# Looking for a budget subwoofer



## rafety58 (Jul 6, 2013)

Hello I am looking for a budget subwoofer to replace my current 8" one. The sub will be used for music 60% of the time, and for games and movies.

My max budget is around the 200-250 dollar mark

Right now I am looking at buying a few subs.

Polk Audio PSW505 $149.99 used with free shipping
Acoustic Audio HD-SUB15/ hd-SUB12 (I have heard good things about them on the blu-ray forums)

How would the 3 subs above work for music (mostly hip-hop/rap and some rock/metal)

I am open to suggestions on other subs as well

I live in Canada, but will be getting it shipped to the US (I live 20 minutes from the border)


----------



## Mike Edwards (Mar 10, 2011)

rafety58 said:


> Hello I am looking for a budget subwoofer to replace my current 8" one. The sub will be used for music 60% of the time, and for games and movies.
> 
> My max budget is around the 200-250 dollar mark
> 
> ...


I wouldn't touch a Polk sub with a 10 foot pole. their "bang for the buck" ratio is very low

if you're stuck in that price range .. the Bif F12 , the Acoustech H-100 are both usually recommended for that range. 

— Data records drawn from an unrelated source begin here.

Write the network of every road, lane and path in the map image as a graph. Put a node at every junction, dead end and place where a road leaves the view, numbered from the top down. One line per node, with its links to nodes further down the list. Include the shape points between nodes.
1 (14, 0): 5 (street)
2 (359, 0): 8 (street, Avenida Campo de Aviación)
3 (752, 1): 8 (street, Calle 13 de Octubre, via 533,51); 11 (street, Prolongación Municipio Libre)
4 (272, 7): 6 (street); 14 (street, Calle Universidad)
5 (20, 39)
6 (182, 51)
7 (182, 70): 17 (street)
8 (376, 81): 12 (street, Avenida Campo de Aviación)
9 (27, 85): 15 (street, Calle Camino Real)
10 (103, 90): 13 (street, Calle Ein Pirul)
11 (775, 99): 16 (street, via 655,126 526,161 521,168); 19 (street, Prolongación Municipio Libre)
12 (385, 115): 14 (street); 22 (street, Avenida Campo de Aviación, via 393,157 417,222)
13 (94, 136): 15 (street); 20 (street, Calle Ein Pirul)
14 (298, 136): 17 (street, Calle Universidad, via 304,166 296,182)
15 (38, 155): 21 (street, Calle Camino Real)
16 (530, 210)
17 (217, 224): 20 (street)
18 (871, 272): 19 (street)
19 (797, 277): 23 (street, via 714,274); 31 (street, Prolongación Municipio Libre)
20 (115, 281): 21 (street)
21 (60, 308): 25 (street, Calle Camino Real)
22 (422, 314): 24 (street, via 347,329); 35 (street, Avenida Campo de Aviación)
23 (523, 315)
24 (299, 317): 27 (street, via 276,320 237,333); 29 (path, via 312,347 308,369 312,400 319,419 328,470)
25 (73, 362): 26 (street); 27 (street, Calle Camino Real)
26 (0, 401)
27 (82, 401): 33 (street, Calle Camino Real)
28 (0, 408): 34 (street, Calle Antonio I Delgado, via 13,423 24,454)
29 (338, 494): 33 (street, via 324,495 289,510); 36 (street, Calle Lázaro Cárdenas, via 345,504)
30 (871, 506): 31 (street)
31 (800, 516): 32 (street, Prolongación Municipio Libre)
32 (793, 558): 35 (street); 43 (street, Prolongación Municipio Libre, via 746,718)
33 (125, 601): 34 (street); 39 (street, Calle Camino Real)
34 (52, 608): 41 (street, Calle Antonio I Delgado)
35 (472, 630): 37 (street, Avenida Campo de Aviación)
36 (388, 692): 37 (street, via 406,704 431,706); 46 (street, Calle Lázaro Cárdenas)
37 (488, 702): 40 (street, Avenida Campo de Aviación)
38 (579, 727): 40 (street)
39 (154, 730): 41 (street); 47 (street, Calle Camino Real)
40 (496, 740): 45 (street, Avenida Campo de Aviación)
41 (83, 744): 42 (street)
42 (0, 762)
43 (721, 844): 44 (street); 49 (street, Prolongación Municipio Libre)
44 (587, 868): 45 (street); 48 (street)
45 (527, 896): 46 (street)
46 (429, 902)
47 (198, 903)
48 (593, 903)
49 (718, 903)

I know this may sound like a broken record, but I'd save up just a bit more and go with the SVS PB-1000 ... the difference between their subs and the ones you can buy in the $250 range are STARTLING. especially if you like nice clean punchy bass for music


----------



## cr136124 (Apr 23, 2012)

Another subwoofer that you might want to consider is the Klipsch RW12D:

http://www.newegg.com/Product/Product.aspx?Item=N82E16882780078&Tpk=RW-12d&IsVirtualParent=1

This is not the best price ever on this subwoofer (even after the $70 promo code), people at a different forums were able to purchase it close to $230 in some cases. So, if you are not in a hurry, you can subscribe to the Egg email alerts and hopefully, you will be able to buy one too.

Good luck!


----------



## theJman (Mar 3, 2012)

rafety58 said:


> Polk Audio PSW505 $149.99 used with free shipping
> Acoustic Audio HD-SUB15/ hd-SUB12 (I have heard good things about them on the blu-ray forums)
> 
> How would the 3 subs above work for music (mostly hip-hop/rap and some rock/metal)


None of your listed subs would really be considered musical, but should give decent SPL levels at least. Since the type of music you listen to doesn't require much precision you would probably do fine with any of them (the hip-hop/rap anyway, some of the rock may be a bit more of a challenge). Just a clarification regarding Acoustic Audio though... they aren't really a good company.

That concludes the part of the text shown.